---

## Anexo 2

### Pre-modelo de regresión basado en texto

Muy seguramente no bastará con la descripción del videojuego para poder predecir su valor monetario. Entrenaremos un modelo pretendiendo que si y luego extraeremos parte de este para agregar features en un clasificador más robusto.

In [1]:
import pandas as pd
from sklearn.model_selection import train_test_split

### Cargando el dataset

In [2]:
df_train = pd.read_pickle('train.pickle')

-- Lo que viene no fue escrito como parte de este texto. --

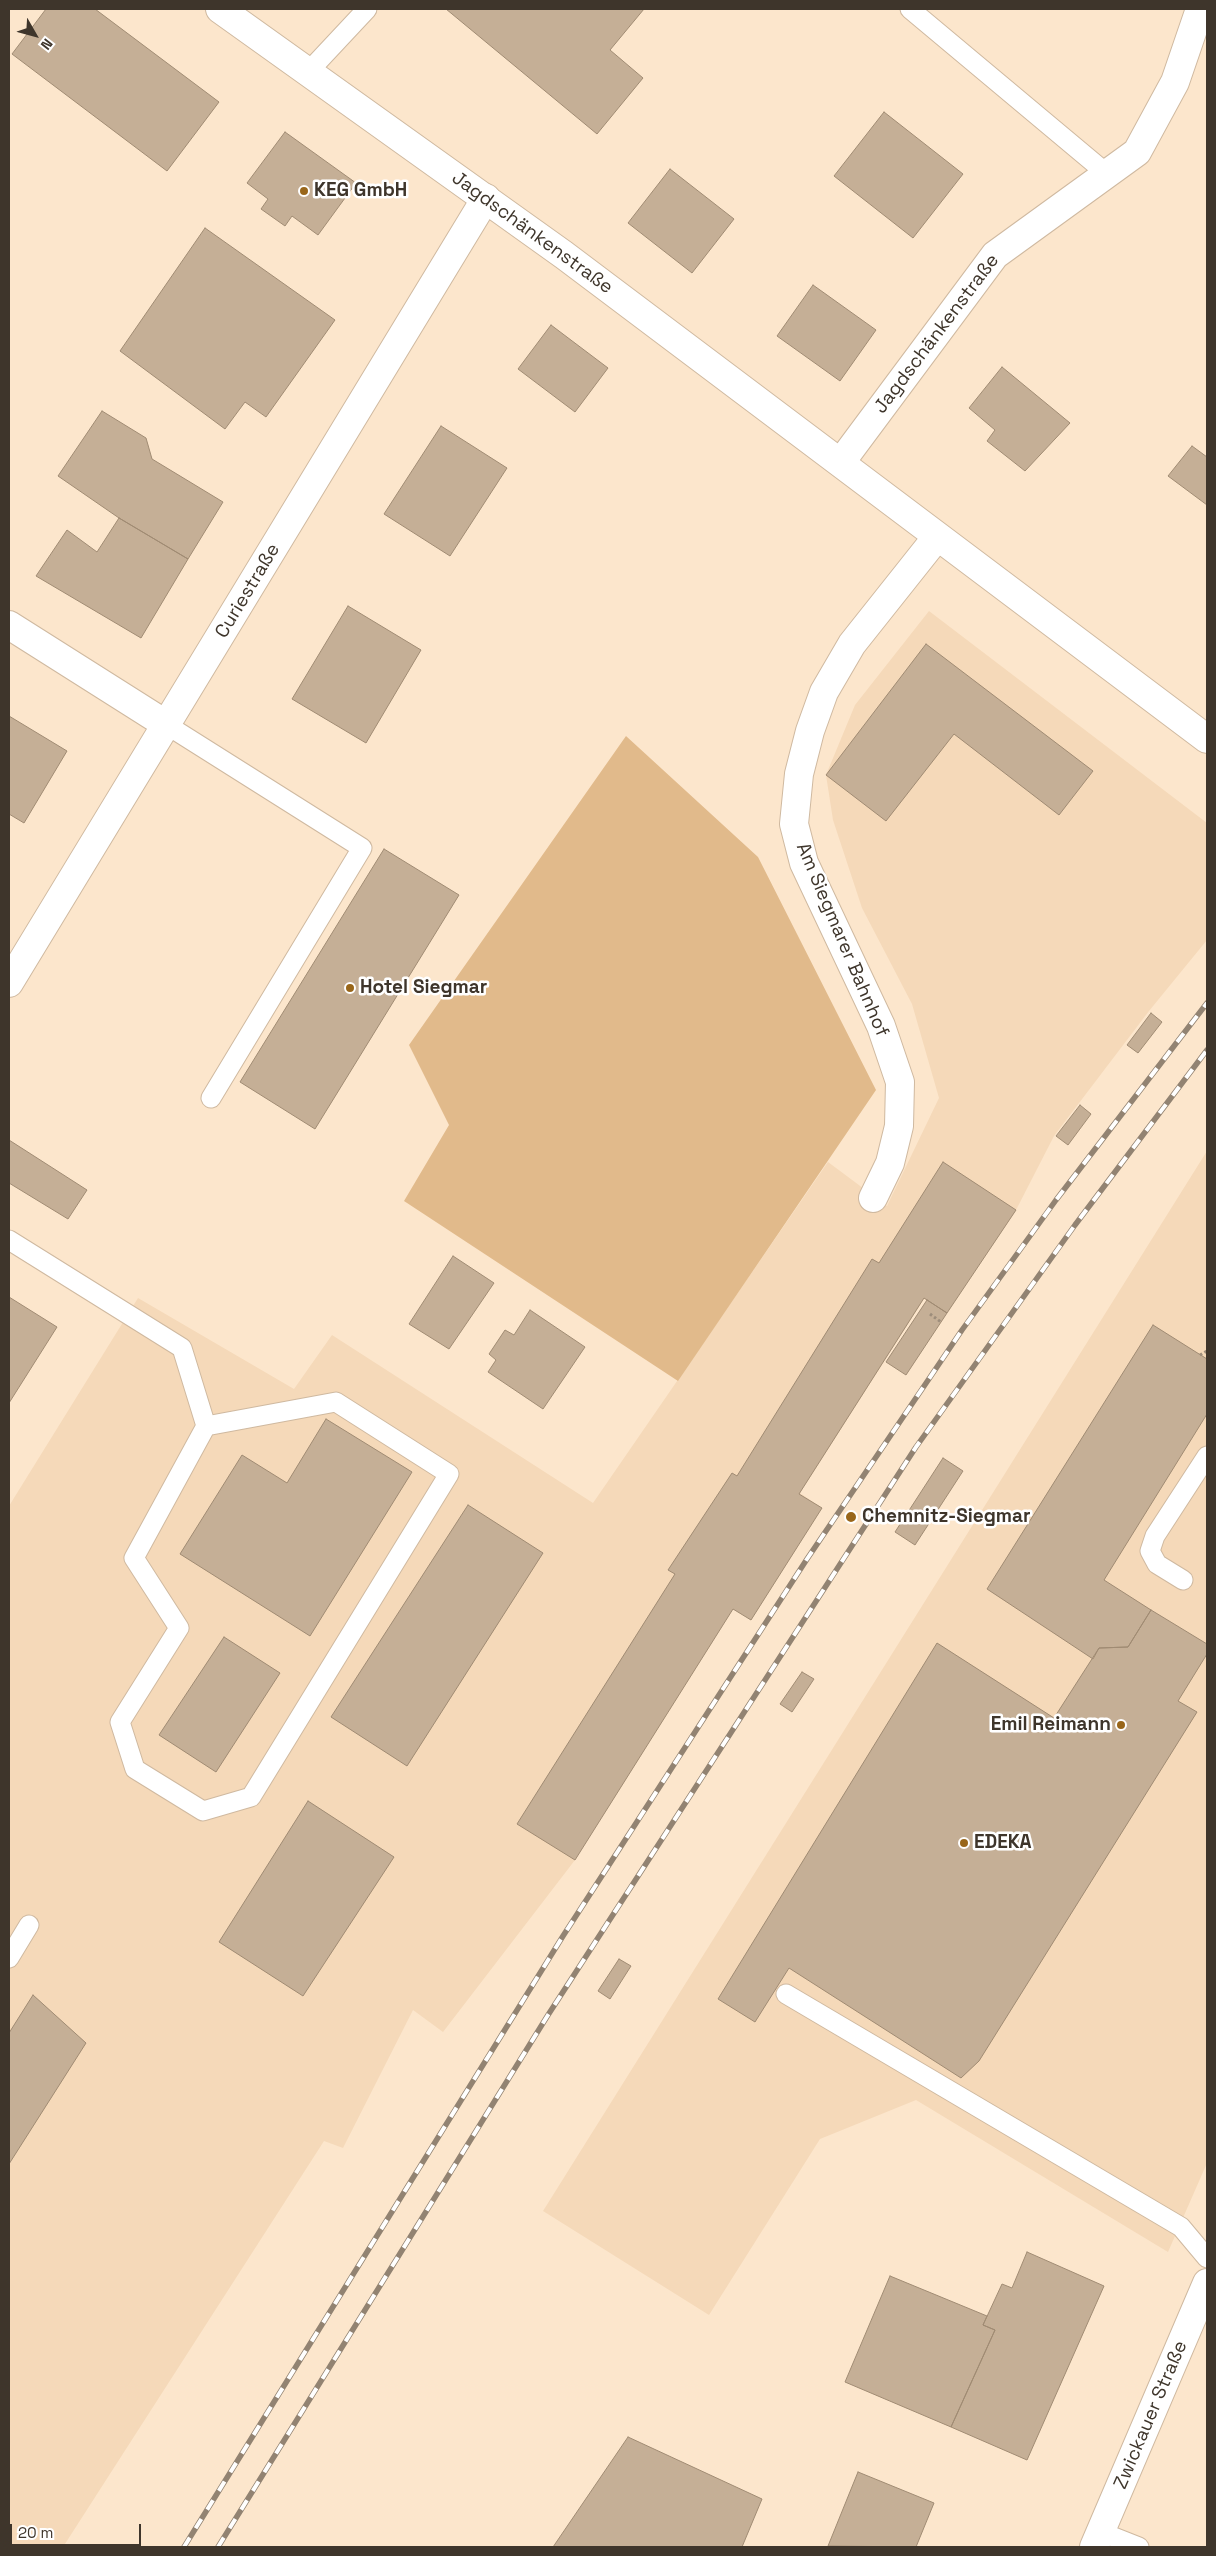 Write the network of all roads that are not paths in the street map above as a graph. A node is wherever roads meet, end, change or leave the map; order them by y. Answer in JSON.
{"nodes":[{"id":1,"x":220,"y":9,"type":"edge"},
{"id":2,"x":367,"y":9,"type":"edge"},
{"id":3,"x":910,"y":9,"type":"edge"},
{"id":4,"x":1200,"y":9,"type":"edge"},
{"id":5,"x":309,"y":71,"type":"junction"},
{"id":6,"x":1106,"y":173,"type":"junction"},
{"id":7,"x":486,"y":198,"type":"junction"},
{"id":8,"x":840,"y":462,"type":"junction"},
{"id":9,"x":937,"y":537,"type":"junction"},
{"id":10,"x":9,"y":625,"type":"edge"},
{"id":11,"x":167,"y":725,"type":"junction"},
{"id":12,"x":1207,"y":739,"type":"edge"},
{"id":13,"x":9,"y":983,"type":"edge"},
{"id":14,"x":211,"y":1098,"type":"dead end"},
{"id":15,"x":873,"y":1198,"type":"dead end"},
{"id":16,"x":9,"y":1240,"type":"edge"},
{"id":17,"x":206,"y":1426,"type":"junction"},
{"id":18,"x":1207,"y":1456,"type":"edge"},
{"id":19,"x":1183,"y":1580,"type":"dead end"},
{"id":20,"x":29,"y":1925,"type":"dead end"},
{"id":21,"x":9,"y":1958,"type":"edge"},
{"id":22,"x":786,"y":1994,"type":"dead end"},
{"id":23,"x":1207,"y":2258,"type":"edge"},
{"id":24,"x":1207,"y":2283,"type":"edge"},
{"id":25,"x":1098,"y":2540,"type":"edge"},
{"id":26,"x":1138,"y":2547,"type":"edge"}],
"edges":[{"from":1,"to":5,"type":"street","name":"Jagdschänkenstraße"},
{"from":2,"to":5,"type":"lane"},
{"from":3,"to":6,"type":"lane"},
{"from":4,"to":6,"type":"street","name":"Jagdschänkenstraße"},
{"from":5,"to":7,"type":"street","name":"Jagdschänkenstraße"},
{"from":6,"to":8,"type":"street","name":"Jagdschänkenstraße"},
{"from":7,"to":8,"type":"street","name":"Jagdschänkenstraße"},
{"from":7,"to":11,"type":"street","name":"Curiestraße"},
{"from":8,"to":9,"type":"street","name":"Jagdschänkenstraße"},
{"from":9,"to":12,"type":"street","name":"Jagdschänkenstraße"},
{"from":9,"to":15,"type":"street","name":"Am Siegmarer Bahnhof"},
{"from":10,"to":11,"type":"street"},
{"from":11,"to":13,"type":"street","name":"Curiestraße"},
{"from":11,"to":14,"type":"lane"},
{"from":16,"to":17,"type":"lane"},
{"from":17,"to":17,"type":"lane"},
{"from":18,"to":19,"type":"lane"},
{"from":20,"to":21,"type":"lane"},
{"from":22,"to":23,"type":"lane"},
{"from":24,"to":25,"type":"street","name":"Zwickauer Straße"},
{"from":25,"to":26,"type":"lane"}]}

X_train, X_eval, y_train, y_eval = train_test_split(df_train, df_train['estimated_sells'], test_size=0.3, random_state=0)

In [3]:
X_train = X_train.drop(columns=['name','release_date','english','developer','publisher','platforms','required_age','categories','genres','tags','achievements','average_playtime','price','rating'])
X_eval = X_eval.drop(columns=['name','release_date','english','developer','publisher','platforms','required_age','categories','genres','tags','achievements','average_playtime','price','rating'])

In [4]:
X_train.info()

<class 'pandas.core.frame.DataFrame'>
Int64Index: 5516 entries, 3710 to 2732
Data columns (total 2 columns):
 #   Column             Non-Null Count  Dtype 
---  ------             --------------  ----- 
 0   short_description  5516 non-null   object
 1   estimated_sells    5516 non-null   int64 
dtypes: int64(1), object(1)
memory usage: 129.3+ KB


In [5]:
X_train['label'] = X_train['estimated_sells'].astype(float)
X_eval['label'] = X_eval['estimated_sells'].astype(float)

In [6]:
X_train = X_train.drop(columns=["estimated_sells"])
X_eval = X_eval.drop(columns=["estimated_sells"])

In [7]:
from datasets import Dataset

data_train = Dataset.from_pandas(X_train)
data_eval = Dataset.from_pandas(X_eval)

In [8]:
data_train = data_train.remove_columns('__index_level_0__')
data_eval = data_eval.remove_columns('__index_level_0__')

In [9]:
data_train = data_train.rename_column("short_description", "text")
data_eval = data_eval.rename_column("short_description", "text")

In [10]:
print(data_train[0])
data_train

{'text': 'Begin a journey in the beautiful world! Build your own town anywhere and explore the myterious lands anytime. Nothing is impossible in the open world: Be a legendary warrior and 5-star chef at the same time!', 'label': 285348.0}


Dataset({
    features: ['text', 'label'],
    num_rows: 5516
})

In [8]:
from datasets import ClassLabel

data_train = data_train.cast_column("rating",ClassLabel(num_classes=5, names=['Negative', 'Mixed', 'Mostly Positive', 'Positive', 'Very Positive']))
data_eval = data_eval.cast_column("rating",ClassLabel(num_classes=5, names=['Negative', 'Mixed', 'Mostly Positive', 'Positive', 'Very Positive']))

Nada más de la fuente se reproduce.